◆ **STORED DATA**:
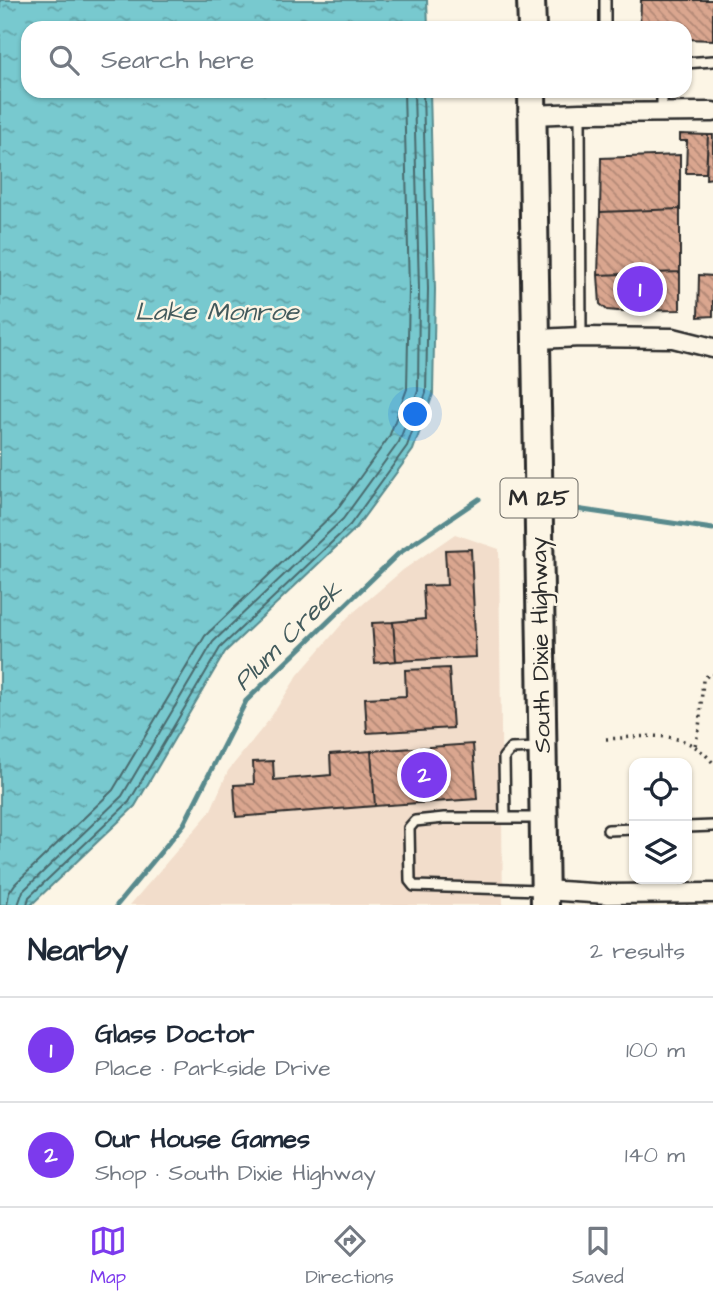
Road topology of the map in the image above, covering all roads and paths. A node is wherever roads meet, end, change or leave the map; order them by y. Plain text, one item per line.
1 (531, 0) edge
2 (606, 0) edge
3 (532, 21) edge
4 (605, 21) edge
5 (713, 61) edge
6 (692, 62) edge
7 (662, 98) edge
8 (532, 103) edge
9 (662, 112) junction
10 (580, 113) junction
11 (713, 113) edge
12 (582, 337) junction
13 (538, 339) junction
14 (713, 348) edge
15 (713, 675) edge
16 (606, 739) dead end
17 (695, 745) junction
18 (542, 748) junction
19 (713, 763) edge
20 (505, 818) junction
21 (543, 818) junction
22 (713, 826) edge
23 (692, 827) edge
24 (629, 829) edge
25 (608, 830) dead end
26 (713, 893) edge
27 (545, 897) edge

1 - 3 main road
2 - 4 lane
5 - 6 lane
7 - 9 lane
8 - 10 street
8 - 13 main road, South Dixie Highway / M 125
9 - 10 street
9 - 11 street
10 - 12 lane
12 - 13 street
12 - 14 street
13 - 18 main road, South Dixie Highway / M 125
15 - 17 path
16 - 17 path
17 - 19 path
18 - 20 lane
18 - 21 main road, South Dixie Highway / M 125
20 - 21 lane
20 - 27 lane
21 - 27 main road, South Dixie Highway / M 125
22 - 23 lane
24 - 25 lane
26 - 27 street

◆ **WHAT THIS TASK INVOLVES**:
Which lines hold the string "street"? Copy all of them from the data above.

◆ **REPLY**:
8 - 10 street
9 - 10 street
9 - 11 street
12 - 13 street
12 - 14 street
26 - 27 street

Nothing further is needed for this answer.